Johan, interestingly enough, seems to be much the same person as before as well. Nothing’s changed, in particular, about either one of them. He even says that he loves her as much as ever (not long after telling her that he’s wanted to leave her for four years), maybe even more than he loves Paula. He still tells her that he knows what she’s thinking as much as he ever has. For the second episode in a row, he says something outlandish and offensive but then walks it back, ruefully mumbling that he doesn’t believe what he’s saying. Even the fact that he’s having an affair is not news to us; it was painfully clear in the last episode, when he picked up the phone to call someone but then set it down again, deciding to let those chips fall where they would. What’s new is his fierceness. In “Innocence and Panic,” he phrases his complaints with a wry, put-on world-weariness. In “The Art of Sweeping Things Under the Rug,” he veers from melancholy to absurdity. In “Paula,” he has fangs. What his affair comes down to, as much as anything else, is how bored he is with his wife and children. He is sick to death of “Christmas, Easter, birthdays, name days,” etc. He frequently sneers at what their parents, their friends will say; these considerations are presumably beneath his concern, although he is, pointedly, not the person who will need to take the questions. He cannot stand doing the same things over and over again, he says. But just last episode, he refused to go to a new place with his wife on an exciting vacation, and even the imposition of her driving to work with him rather than separately annoyed him. It’s not the routines of his life that sicken him, but how bored he is. It’s why he is hellbent on doing something self-destructive and delicious with a woman barely more than a child, why he does not care that he is behaving badly, abandoning not merely his wife but his children as well. He knows perfectly well that what he is doing is, from virtually any standard of morality, wrong; he also doesn’t want to care. Indulging himself in some midlife masturbation is the only thing that matters to him, and where he has been merely tiresome before, he becomes disgusting now. (Watching bourgeois marriages fall apart is my absolute viewing sweet spot, but reactions like that one always make me wonder how secretly prudish I am. Yet “Paula” presents one villain, one victim, and no heroes. Marianne doesn’t deserve what’s happening to her simply because she was clueless.)
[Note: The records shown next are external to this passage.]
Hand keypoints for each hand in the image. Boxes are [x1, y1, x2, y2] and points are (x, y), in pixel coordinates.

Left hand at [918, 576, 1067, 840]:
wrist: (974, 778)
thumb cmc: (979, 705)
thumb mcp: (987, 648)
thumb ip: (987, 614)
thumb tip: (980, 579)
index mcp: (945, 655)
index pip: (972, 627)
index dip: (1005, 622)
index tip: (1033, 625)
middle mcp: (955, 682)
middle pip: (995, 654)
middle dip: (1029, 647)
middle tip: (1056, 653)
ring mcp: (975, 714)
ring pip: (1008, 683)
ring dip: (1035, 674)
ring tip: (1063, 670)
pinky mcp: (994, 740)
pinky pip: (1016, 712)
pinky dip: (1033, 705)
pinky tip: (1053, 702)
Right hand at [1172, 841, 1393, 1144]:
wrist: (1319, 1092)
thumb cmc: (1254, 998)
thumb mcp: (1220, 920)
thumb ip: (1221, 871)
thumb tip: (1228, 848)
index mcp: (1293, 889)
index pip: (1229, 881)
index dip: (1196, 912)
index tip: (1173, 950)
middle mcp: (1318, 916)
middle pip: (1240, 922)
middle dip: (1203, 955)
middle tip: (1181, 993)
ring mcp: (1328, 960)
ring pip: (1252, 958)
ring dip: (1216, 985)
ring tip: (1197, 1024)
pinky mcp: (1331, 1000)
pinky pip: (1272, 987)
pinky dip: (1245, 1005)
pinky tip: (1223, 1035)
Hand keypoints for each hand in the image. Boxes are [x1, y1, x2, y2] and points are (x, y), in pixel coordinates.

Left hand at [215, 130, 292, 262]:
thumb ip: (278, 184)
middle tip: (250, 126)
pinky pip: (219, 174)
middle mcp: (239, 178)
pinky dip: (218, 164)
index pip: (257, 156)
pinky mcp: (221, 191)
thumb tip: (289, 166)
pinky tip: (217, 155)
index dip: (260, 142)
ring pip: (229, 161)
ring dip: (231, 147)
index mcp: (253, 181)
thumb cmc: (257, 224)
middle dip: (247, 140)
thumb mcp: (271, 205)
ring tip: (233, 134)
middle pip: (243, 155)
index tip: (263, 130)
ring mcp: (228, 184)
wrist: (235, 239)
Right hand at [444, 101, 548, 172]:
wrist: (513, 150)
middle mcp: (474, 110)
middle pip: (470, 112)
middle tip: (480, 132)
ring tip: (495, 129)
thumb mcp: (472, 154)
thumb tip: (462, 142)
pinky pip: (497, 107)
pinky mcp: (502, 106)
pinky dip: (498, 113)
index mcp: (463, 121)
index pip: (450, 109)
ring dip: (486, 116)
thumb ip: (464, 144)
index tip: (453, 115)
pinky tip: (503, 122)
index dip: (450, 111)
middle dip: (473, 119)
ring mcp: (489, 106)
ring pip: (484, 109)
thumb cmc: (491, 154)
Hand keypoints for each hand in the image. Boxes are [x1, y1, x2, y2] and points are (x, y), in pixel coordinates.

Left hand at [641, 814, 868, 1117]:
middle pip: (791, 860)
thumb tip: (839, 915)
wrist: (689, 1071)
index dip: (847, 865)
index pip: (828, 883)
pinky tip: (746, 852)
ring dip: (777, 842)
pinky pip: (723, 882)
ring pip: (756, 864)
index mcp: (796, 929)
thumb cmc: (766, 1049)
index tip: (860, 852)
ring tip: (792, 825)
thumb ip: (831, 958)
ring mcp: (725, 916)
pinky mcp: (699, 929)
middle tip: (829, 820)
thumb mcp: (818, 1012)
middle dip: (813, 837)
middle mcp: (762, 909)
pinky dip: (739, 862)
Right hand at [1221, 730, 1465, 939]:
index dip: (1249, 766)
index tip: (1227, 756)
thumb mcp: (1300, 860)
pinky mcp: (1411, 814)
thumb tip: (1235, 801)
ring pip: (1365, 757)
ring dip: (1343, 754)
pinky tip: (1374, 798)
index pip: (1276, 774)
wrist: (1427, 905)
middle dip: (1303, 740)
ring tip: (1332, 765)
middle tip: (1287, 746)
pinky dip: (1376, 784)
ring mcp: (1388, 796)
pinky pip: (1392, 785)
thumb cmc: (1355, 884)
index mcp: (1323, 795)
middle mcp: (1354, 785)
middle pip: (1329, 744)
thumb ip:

Before Midnight, which is the only other movie I can think of which has a scene anything like this episode of Scenes from a Marriage, explodes off the screen because we have spent hours and years with Jesse and Celine before they finally bring all of those hours and years to bear in a little hotel room in Greece. They met in Vienna, renewed themselves in Paris, and stayed there for the next decade or so before taking this vacation. What Before Midnight knows, and perhaps might even have learned cinematically, if not in literal practice, from Scenes from a Marriage, is that it is much easier for a couple to start fighting once they’ve left the confines of their home. This episode takes place not in the comfortable house in town, but in their vacation cottage by the water. In this different yet familiar place, different things can happen to people who, just a day before, were much more familiar with each other than they are now.
[…] (My thoughts on the previous episode are here.) […]
[…] 3: “Paula.” Johan comes to the summer cottage where Paula and their daughters have been posting up. He […]
I found the Speer’s memoirs moment laugh out loud funny in perhaps one of the least funny hours of television ever recorded. The even more tantalizing question, to me, is why is Marianne’s mother so desperate to borrow a copy?